DATA FOR THE TASK:
* * *

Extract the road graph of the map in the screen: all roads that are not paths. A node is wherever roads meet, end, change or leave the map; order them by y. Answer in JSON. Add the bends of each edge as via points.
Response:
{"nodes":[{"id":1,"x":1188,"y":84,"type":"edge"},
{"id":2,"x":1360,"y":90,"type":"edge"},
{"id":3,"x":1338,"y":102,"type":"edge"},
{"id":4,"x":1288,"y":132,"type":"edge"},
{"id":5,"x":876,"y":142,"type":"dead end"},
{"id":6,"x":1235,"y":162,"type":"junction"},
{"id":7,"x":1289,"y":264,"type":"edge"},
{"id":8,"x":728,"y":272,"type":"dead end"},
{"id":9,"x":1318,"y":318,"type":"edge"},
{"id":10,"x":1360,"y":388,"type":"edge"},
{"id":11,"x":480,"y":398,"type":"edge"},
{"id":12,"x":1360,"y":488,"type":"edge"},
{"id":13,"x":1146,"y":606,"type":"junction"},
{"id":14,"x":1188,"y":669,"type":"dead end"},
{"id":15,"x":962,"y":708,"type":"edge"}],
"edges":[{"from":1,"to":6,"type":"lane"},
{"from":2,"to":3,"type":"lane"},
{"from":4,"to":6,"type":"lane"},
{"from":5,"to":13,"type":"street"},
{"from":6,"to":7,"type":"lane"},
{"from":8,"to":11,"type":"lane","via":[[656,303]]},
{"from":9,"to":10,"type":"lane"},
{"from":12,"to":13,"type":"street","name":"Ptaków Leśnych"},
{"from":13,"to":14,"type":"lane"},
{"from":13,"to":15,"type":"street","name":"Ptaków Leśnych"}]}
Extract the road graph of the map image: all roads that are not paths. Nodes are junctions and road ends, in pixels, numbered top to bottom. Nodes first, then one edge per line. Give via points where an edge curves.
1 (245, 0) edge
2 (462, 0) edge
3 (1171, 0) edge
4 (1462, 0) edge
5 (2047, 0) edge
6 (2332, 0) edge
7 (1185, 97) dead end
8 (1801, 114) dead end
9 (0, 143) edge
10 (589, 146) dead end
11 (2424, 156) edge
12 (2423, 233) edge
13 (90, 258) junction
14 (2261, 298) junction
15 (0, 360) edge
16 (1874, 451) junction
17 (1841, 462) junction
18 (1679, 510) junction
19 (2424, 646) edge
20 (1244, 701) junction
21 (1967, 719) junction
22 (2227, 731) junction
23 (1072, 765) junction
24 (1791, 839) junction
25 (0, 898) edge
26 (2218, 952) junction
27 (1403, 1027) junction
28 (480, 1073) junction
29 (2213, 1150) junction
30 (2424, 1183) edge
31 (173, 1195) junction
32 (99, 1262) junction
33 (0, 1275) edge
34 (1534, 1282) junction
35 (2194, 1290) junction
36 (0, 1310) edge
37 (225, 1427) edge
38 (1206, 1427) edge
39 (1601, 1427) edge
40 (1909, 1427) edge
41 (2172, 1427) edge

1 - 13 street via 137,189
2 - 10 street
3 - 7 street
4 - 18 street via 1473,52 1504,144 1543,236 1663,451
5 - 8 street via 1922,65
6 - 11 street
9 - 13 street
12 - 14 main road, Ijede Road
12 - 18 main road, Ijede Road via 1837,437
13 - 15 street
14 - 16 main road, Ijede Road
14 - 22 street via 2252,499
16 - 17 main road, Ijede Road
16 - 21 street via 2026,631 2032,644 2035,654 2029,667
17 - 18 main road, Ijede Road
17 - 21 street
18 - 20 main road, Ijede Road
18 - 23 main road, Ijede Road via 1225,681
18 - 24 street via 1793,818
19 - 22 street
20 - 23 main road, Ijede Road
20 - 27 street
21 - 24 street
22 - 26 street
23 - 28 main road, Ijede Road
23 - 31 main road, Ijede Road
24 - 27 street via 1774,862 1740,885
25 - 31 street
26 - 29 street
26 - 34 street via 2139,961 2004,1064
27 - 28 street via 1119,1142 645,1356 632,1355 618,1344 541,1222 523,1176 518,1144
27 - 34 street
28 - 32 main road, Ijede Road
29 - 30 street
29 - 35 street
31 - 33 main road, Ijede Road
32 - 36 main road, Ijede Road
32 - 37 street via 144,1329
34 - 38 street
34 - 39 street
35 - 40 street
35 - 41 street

* * *

A count is needed of the lines in this data that contain "paths"; give the number and no other text.

2